Friday, December 14, 2012

Facilt* (for Facilit*)

Silt is like very soft sand. It's almost like powder. Unlike powder, however, certain kinds of, let's just call it dirt, can actually be good for your skin, especially your face. The Aztecs thought that clay had healing properties; Cleopatra collected it from the River Nile; and Pliny the Elder extolled it in his ground-breaking work Natural History.

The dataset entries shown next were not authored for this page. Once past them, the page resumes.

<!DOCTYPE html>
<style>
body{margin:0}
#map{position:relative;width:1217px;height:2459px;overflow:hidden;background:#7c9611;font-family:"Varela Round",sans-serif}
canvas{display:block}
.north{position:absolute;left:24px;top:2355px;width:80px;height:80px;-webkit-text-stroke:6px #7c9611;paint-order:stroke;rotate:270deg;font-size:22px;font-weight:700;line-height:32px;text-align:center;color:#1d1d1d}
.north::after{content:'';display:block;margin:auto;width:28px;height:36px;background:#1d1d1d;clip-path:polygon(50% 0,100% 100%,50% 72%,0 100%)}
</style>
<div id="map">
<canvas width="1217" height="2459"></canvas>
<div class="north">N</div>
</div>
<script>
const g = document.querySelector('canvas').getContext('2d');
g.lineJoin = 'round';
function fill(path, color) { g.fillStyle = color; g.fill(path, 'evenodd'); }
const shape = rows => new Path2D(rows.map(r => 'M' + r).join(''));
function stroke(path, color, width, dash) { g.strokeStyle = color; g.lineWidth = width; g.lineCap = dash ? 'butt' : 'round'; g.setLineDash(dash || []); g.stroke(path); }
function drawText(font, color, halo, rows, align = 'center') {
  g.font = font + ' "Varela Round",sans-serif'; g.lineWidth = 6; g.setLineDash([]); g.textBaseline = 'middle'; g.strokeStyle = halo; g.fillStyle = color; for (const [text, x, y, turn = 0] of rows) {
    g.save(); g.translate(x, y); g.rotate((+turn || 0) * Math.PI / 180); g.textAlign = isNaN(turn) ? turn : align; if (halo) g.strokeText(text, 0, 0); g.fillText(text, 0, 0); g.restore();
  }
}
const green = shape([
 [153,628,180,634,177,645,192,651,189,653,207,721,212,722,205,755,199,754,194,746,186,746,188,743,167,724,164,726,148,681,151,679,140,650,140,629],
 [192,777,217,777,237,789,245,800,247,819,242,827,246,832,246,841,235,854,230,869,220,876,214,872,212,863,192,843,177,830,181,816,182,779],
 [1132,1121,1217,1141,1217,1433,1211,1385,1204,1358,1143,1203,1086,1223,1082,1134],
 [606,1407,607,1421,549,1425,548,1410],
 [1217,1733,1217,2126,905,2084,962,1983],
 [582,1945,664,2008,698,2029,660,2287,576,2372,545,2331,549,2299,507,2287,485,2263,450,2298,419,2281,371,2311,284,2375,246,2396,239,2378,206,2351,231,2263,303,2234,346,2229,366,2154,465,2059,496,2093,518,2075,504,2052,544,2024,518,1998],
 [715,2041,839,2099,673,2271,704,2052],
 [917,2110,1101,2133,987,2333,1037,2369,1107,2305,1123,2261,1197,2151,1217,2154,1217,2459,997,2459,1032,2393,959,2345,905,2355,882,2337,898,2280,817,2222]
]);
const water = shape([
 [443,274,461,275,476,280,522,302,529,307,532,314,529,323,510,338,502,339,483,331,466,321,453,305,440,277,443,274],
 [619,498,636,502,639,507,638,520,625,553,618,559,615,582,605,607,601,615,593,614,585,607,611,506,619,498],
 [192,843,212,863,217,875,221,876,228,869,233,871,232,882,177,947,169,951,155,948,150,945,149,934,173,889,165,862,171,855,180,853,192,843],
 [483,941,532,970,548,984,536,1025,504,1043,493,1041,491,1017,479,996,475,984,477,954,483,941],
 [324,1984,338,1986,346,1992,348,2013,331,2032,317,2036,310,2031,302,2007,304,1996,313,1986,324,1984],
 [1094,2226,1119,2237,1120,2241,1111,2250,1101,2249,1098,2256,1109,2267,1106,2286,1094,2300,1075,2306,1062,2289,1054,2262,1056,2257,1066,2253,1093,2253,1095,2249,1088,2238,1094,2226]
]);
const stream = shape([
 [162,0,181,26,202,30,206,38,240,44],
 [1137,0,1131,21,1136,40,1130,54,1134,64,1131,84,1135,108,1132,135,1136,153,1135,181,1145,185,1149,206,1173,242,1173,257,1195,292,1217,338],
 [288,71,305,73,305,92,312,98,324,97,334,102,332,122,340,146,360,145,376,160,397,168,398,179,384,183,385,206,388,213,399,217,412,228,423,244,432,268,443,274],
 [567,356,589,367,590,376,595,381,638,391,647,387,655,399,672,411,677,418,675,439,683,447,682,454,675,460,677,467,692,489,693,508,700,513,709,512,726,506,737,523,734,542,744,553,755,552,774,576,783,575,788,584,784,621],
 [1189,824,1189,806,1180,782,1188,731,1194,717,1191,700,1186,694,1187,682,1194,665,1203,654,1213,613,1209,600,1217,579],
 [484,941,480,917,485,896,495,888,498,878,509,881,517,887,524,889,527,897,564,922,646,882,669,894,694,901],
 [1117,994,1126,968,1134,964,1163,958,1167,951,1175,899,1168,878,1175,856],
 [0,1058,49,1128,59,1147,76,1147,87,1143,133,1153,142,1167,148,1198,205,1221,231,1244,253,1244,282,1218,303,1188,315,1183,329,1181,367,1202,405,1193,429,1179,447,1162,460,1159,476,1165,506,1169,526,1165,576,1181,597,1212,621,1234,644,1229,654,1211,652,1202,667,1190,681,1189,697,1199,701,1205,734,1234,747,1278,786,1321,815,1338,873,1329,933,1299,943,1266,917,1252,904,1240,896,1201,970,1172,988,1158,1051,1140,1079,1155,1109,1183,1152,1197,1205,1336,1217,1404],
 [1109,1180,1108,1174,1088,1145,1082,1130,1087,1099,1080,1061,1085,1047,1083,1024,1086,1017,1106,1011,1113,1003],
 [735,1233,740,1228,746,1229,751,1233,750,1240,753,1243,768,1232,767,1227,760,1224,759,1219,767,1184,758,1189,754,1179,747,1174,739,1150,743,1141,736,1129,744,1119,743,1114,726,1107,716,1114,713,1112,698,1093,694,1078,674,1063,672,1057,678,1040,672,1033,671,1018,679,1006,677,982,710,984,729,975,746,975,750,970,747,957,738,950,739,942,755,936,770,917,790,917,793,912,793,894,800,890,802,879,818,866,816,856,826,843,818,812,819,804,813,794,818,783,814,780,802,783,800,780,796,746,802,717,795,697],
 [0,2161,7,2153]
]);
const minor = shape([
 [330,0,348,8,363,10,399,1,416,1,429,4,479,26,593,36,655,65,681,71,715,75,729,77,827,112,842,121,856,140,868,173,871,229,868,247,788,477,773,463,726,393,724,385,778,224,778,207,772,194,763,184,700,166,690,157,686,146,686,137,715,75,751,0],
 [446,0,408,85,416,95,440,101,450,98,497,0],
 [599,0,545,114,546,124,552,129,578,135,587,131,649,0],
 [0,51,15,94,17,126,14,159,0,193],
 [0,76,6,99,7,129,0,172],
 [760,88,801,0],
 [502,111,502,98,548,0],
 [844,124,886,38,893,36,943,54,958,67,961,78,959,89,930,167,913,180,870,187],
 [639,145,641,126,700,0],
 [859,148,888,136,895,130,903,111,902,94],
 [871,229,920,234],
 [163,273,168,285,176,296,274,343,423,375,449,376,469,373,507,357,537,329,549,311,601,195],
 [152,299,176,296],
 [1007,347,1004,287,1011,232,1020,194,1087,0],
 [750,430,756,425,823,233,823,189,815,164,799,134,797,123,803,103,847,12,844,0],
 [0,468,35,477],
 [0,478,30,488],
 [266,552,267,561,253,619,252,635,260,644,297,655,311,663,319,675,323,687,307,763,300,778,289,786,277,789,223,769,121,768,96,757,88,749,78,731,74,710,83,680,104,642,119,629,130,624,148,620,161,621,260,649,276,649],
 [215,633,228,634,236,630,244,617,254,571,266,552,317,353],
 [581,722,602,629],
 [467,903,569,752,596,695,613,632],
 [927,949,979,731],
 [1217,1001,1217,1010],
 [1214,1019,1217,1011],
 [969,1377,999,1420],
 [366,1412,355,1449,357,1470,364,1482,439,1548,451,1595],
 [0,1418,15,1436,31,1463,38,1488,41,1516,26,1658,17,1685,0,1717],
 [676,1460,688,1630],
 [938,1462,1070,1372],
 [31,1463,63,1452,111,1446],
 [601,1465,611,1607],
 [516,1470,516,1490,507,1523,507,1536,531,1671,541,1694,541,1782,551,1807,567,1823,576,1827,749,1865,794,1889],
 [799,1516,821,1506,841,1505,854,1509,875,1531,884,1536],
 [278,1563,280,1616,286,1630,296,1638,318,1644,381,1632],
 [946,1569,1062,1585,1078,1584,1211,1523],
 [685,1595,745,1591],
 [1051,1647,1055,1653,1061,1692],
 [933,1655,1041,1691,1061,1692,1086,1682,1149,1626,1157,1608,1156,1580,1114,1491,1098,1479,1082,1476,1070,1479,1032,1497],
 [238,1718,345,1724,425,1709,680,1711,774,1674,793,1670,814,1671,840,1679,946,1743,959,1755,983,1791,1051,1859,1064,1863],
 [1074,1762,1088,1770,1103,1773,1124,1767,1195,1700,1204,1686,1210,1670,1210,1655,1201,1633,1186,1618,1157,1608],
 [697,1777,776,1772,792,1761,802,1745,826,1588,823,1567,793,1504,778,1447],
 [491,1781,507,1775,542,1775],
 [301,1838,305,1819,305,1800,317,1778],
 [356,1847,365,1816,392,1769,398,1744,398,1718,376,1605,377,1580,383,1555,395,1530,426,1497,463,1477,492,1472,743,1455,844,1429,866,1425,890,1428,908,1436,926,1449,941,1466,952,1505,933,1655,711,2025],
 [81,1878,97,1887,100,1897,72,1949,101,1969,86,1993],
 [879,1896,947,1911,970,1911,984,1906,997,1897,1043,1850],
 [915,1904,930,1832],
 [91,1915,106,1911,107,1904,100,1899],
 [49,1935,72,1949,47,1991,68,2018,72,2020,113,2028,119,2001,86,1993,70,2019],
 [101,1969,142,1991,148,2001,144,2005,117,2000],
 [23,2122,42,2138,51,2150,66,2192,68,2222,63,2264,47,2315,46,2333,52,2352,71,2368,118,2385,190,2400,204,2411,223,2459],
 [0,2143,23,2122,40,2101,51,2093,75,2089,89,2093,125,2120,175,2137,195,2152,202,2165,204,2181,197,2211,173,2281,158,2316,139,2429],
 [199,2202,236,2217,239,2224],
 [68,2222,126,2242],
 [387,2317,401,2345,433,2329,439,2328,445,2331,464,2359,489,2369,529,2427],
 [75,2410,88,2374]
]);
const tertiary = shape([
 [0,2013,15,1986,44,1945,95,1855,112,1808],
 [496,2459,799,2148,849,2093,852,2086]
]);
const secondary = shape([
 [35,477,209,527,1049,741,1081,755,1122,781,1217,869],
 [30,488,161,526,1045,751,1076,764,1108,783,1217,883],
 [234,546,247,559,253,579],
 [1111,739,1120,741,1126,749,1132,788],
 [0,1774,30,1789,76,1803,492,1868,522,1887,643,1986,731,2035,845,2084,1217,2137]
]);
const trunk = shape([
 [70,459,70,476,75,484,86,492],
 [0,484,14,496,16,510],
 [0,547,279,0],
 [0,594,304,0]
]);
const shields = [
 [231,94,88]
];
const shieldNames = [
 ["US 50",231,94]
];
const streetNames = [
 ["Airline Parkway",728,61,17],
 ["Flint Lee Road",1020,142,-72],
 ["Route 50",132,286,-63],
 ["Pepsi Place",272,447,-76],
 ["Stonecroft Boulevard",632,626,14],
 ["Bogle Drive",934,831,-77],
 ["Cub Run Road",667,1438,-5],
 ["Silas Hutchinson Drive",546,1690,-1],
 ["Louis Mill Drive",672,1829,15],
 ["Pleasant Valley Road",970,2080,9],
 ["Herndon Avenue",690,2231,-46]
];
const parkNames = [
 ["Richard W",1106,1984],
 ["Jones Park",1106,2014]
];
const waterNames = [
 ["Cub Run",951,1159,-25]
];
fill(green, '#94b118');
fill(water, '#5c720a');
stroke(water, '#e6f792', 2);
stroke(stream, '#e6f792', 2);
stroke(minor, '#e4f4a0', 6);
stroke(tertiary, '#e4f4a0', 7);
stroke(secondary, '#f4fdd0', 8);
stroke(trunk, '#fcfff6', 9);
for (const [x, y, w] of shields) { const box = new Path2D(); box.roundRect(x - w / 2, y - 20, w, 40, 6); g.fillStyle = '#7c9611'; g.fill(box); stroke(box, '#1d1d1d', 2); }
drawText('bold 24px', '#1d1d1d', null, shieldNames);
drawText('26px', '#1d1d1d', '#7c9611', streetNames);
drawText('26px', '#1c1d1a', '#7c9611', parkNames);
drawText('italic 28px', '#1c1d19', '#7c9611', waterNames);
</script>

The early Romans and Germans employed it therapeutically, and pioneering 19th-century naturopaths like Sebastian Kneipp vigorously promoted its use. The Japanese bathe in hot outdoor mud springs, which sounds like one of the best ways to combine childhood and adulthood that I've heard of in a very long time. Of course, a little research and caution are always called for before indulging in any type of facial, but clay is considered a good way to go if you want to draw out the toxins. Facilities are set up for this sort of thing (day spa, anyone?), but it can be done with equal facility right at home. And if not exactly dirt cheap, with far less impact on your pocketbook. Check out your local health food store for the best types of therapeutic clay. (Some kinds can even be taken internally.) Facilt* was dug up 39 times in OhioLINK, and 902 times in WorldCat.

(AMEX card in flood silt after Hurricane Ike, Galveston, Texas, Sept. 19, 2008, from Wikimedia Commons.)